Is the build quality as bad as reviews suggest?
Resident feedback is consistently mixed. The marble flooring and SMEG appliances look premium, but long-term residents report staining issues with the stone floors, breaking Kohler toilet hinges, poor soundproofing between units, and cheap intercom/lock hardware. These complaints are consistent with other MCC Land developments. We recommend visiting units in person and testing noise levels before purchasing.
What is the Greater Southern Waterfront impact on Queens Peak?
The Greater Southern Waterfront is Singapore's largest urban transformation — a 2,000-hectare coastal redevelopment from Pasir Panjang to Marina East. While Queens Peak is not directly on the waterfront, it sits within the broader transformation corridor. The Keppel Club site (first GSW residential release, expected completion 2029–2030) and port relocation to Tuas by 2027 will progressively reshape the area. Upper-floor units with southern views will benefit from this long-horizon amenity uplift.
Does Queenstown SERS affect the project?
SERS — the Selective En bloc Redevelopment Scheme — is mid-cycle across the historic Queenstown HDB estate. The narrative cuts both ways: blocks redeveloped into modern HDB and complementary private parcels lift the neighbourhood character; blocks frozen in pre-SERS limbo for several years can drag it. Track URA's stated SERS pipeline rather than market chatter, and weight your hold-horizon assumptions to the visible programme.
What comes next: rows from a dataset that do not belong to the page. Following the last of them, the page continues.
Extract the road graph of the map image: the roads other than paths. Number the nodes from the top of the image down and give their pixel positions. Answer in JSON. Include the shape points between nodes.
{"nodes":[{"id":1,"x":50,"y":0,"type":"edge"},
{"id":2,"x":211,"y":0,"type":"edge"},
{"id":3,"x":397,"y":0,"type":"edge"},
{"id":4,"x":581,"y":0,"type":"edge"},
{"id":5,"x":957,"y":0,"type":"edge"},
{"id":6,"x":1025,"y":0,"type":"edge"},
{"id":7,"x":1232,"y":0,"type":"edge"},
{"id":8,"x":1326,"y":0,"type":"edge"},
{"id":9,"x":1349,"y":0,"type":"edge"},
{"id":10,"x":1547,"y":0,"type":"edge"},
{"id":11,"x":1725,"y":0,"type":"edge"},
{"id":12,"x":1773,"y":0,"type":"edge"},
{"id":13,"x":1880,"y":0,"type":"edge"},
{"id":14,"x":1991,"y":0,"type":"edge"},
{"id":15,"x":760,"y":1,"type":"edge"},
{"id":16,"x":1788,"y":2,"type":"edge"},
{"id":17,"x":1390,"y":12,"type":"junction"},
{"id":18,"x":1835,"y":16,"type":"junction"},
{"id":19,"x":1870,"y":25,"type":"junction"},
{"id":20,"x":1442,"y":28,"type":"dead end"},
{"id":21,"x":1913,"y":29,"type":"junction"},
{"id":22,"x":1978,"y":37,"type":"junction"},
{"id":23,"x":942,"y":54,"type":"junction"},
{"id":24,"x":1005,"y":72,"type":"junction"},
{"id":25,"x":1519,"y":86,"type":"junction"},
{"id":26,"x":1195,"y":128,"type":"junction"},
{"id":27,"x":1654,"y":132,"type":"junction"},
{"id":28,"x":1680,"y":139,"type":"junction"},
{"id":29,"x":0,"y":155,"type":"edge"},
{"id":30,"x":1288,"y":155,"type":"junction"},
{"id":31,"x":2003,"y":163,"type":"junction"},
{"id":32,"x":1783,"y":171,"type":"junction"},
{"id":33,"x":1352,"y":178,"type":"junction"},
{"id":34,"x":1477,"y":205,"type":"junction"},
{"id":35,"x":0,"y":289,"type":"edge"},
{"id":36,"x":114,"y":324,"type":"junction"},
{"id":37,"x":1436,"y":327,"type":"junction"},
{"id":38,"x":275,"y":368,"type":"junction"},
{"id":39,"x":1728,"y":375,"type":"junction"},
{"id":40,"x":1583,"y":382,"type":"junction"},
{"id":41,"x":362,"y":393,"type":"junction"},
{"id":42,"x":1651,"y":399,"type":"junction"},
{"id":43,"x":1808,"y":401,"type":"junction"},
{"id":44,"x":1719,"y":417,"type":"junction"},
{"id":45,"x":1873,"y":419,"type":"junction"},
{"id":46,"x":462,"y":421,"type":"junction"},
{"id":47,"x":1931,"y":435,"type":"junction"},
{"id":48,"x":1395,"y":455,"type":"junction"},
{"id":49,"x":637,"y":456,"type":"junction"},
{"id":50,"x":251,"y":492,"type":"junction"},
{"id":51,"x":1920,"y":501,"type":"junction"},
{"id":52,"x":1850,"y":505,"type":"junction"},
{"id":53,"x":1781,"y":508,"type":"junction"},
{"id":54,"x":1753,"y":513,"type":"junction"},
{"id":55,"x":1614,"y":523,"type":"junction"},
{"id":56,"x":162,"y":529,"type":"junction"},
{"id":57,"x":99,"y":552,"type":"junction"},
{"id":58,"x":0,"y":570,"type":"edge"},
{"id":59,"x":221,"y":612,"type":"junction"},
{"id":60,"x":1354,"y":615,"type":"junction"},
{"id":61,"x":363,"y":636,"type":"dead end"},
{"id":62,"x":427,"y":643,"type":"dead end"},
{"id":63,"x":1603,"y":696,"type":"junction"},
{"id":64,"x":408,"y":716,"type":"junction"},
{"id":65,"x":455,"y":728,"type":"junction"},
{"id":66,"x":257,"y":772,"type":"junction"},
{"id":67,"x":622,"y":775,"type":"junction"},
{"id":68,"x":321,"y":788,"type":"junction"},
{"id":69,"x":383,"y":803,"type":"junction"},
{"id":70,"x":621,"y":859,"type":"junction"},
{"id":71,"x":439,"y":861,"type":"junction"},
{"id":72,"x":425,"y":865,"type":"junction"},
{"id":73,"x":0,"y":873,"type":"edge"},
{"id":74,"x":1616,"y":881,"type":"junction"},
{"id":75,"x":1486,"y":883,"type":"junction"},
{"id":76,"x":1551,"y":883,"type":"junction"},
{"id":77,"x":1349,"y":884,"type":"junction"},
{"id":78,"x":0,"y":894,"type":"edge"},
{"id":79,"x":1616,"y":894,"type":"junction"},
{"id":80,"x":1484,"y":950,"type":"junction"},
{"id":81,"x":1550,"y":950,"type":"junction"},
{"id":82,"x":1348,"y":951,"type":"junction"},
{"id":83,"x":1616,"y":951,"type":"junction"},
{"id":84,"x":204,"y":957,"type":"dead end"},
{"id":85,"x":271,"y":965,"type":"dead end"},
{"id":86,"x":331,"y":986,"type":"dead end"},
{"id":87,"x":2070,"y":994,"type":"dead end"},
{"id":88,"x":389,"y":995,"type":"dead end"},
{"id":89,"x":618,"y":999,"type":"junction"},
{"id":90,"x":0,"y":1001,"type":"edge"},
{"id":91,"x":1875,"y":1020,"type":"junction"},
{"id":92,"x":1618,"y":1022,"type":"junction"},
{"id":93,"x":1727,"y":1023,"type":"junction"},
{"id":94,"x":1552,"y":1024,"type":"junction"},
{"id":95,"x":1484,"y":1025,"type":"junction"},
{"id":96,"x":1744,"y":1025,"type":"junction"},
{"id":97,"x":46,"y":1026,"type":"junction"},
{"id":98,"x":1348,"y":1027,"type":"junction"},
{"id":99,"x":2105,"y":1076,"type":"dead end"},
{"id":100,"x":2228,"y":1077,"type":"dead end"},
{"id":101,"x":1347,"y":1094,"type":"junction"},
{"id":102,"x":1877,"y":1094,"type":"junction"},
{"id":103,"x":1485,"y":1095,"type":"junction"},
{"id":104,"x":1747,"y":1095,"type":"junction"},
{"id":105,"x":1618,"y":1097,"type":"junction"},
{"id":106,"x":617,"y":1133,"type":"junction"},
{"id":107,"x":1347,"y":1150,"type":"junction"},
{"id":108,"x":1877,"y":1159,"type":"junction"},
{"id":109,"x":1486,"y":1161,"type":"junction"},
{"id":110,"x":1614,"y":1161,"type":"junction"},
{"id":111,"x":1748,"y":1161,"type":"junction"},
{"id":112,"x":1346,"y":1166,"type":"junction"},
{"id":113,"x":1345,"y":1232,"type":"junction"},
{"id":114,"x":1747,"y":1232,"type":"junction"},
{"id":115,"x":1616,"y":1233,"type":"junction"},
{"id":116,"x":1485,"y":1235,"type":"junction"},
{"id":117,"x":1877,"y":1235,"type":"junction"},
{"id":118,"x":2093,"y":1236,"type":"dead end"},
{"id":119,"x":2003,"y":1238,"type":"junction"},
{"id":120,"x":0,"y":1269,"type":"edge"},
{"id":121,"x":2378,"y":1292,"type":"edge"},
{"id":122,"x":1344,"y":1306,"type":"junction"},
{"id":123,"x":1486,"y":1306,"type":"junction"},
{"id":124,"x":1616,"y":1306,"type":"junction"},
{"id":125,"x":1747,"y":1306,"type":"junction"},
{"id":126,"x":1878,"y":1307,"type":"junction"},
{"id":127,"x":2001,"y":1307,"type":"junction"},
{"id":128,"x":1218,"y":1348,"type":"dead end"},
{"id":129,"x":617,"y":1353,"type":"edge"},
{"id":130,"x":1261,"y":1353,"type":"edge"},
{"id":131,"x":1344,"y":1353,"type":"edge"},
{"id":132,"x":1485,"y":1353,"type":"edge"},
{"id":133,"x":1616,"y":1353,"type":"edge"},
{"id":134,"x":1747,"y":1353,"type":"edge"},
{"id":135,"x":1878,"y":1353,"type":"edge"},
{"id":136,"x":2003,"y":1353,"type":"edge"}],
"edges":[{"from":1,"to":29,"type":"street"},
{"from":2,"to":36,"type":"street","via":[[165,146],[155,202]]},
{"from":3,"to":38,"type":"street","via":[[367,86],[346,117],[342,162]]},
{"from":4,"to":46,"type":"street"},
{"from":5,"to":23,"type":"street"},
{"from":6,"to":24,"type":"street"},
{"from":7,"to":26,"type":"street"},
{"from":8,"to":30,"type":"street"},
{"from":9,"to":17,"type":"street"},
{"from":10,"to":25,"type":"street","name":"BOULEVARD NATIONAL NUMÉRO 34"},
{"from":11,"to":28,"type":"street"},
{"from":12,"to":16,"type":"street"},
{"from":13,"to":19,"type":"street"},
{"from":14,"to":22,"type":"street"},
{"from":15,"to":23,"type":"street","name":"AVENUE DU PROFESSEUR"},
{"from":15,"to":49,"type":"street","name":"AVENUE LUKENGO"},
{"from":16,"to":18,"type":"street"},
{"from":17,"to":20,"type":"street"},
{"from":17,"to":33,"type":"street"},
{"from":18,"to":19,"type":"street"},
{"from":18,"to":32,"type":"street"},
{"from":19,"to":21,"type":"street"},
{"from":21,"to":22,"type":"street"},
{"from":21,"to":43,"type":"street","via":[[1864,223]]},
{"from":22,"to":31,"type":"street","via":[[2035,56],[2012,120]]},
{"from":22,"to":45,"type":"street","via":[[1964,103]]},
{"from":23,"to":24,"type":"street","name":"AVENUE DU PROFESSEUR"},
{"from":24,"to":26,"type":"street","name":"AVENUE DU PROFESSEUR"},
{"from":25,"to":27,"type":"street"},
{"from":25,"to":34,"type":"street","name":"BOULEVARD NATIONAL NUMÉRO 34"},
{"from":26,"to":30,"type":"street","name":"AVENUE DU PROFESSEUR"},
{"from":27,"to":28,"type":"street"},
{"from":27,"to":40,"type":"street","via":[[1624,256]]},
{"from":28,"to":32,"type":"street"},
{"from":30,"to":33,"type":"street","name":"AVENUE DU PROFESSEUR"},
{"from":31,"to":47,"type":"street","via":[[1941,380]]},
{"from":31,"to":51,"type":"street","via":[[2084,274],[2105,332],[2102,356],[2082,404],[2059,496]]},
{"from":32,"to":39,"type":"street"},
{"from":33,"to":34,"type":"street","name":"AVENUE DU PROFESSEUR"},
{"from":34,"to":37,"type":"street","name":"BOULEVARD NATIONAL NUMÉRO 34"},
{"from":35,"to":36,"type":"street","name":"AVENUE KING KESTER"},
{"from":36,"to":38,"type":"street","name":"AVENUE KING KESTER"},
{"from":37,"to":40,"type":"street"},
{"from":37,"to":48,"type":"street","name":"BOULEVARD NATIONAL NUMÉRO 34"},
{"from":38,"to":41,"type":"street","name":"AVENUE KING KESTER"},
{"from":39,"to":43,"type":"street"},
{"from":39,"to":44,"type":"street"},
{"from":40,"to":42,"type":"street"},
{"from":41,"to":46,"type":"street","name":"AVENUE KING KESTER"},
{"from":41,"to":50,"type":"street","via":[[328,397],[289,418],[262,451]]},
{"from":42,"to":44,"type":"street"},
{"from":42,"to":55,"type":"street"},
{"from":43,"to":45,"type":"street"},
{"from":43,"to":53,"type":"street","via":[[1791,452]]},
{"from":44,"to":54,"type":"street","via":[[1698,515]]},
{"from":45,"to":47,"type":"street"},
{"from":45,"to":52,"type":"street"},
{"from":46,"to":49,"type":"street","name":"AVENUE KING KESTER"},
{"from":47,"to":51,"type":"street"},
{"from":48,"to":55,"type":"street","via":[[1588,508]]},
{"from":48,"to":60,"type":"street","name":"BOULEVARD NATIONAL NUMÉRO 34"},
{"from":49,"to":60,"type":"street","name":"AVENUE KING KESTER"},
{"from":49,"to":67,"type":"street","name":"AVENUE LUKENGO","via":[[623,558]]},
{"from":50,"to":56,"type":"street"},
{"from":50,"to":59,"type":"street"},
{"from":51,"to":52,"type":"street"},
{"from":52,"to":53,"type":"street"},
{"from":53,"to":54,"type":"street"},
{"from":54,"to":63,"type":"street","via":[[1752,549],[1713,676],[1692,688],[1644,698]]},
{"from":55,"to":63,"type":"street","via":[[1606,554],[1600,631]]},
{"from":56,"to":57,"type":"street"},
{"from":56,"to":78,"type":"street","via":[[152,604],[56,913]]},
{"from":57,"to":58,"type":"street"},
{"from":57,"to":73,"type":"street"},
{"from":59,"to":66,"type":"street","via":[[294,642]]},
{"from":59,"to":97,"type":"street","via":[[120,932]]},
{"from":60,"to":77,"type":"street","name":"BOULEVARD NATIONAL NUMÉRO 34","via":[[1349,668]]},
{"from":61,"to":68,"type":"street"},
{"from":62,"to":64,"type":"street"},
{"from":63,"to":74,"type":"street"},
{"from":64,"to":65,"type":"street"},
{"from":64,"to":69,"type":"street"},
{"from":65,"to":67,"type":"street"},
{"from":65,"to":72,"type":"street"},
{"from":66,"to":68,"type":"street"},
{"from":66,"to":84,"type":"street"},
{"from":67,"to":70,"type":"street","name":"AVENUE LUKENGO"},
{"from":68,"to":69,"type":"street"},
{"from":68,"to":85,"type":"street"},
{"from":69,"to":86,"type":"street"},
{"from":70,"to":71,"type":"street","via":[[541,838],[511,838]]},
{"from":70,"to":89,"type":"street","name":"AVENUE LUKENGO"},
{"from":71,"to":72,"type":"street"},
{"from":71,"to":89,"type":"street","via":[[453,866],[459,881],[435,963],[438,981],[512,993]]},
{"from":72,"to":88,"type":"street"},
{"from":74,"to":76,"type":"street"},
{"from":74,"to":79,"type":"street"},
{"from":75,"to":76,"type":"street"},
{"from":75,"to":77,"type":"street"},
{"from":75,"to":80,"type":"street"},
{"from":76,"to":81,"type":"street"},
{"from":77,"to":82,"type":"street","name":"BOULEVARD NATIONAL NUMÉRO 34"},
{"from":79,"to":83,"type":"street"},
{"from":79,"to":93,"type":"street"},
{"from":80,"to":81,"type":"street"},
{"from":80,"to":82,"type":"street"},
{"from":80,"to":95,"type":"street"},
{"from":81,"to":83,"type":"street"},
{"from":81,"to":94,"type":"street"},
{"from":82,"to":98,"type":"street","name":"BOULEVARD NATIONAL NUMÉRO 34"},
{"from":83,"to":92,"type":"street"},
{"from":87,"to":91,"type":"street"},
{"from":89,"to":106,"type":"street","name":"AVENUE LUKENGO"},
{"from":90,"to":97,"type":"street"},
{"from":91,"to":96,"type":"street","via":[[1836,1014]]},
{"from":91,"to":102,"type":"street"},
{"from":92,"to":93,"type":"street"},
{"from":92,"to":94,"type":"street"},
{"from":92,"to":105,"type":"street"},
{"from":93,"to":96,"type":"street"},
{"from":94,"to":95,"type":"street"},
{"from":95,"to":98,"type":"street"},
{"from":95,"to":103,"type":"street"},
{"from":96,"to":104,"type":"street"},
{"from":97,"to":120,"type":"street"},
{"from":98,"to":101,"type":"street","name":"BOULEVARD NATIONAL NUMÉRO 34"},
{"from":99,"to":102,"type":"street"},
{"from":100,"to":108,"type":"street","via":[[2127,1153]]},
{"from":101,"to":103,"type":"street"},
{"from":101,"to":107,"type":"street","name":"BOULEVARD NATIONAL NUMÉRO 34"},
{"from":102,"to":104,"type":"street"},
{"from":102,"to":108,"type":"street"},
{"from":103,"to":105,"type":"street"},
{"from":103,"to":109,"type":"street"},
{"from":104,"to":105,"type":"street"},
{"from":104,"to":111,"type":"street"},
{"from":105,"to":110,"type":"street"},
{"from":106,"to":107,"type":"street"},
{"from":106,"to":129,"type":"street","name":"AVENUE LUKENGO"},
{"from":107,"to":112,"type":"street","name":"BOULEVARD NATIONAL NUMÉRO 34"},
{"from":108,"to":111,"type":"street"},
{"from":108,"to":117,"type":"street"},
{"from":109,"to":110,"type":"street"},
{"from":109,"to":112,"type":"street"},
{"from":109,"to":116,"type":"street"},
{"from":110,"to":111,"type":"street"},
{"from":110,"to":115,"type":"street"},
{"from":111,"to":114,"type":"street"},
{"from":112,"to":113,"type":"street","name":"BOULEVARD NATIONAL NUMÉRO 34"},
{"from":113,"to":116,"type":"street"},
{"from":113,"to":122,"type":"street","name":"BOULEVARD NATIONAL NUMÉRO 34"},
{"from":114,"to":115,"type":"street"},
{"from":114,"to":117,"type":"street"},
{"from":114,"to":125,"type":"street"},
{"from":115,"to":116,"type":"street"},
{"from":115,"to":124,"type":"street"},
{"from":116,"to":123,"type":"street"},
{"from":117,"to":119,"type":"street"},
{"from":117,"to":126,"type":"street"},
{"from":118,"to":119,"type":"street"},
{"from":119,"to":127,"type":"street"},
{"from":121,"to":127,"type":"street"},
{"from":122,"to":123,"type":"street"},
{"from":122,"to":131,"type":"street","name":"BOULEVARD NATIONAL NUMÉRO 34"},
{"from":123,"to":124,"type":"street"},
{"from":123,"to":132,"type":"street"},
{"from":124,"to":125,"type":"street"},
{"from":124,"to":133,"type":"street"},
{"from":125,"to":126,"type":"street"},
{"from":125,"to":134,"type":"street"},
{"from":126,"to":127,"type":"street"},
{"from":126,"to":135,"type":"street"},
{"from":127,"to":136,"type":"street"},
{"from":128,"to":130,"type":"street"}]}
Is 736 units too large for good resale liquidity?
It cuts both ways. The upside is deep monthly transaction prints, clean refinancing valuations and steady tenant absorption across the unit-mix spectrum. The downside is a steady supply of competing listings on the resale tape, which compresses the seller's negotiating position in soft quarters. Plan for 60-120 day resale marketing windows and a measured bid-ask spread.
What retail and lifestyle amenity is within walking distance?
IKEA Alexandra is a short drive along Alexandra Road, with Anchorpoint and Queensway Shopping Centre clustered alongside — a recognisable mix of legacy budget retail, niche electronics and sports outfitters. Dawson and Margaret Drive food centres anchor the local hawker tape; Tiong Bahru's cafe and bakery scene is a short ride east. Queenstown Polyclinic and the Alexandra Hospital cluster provide medical anchoring.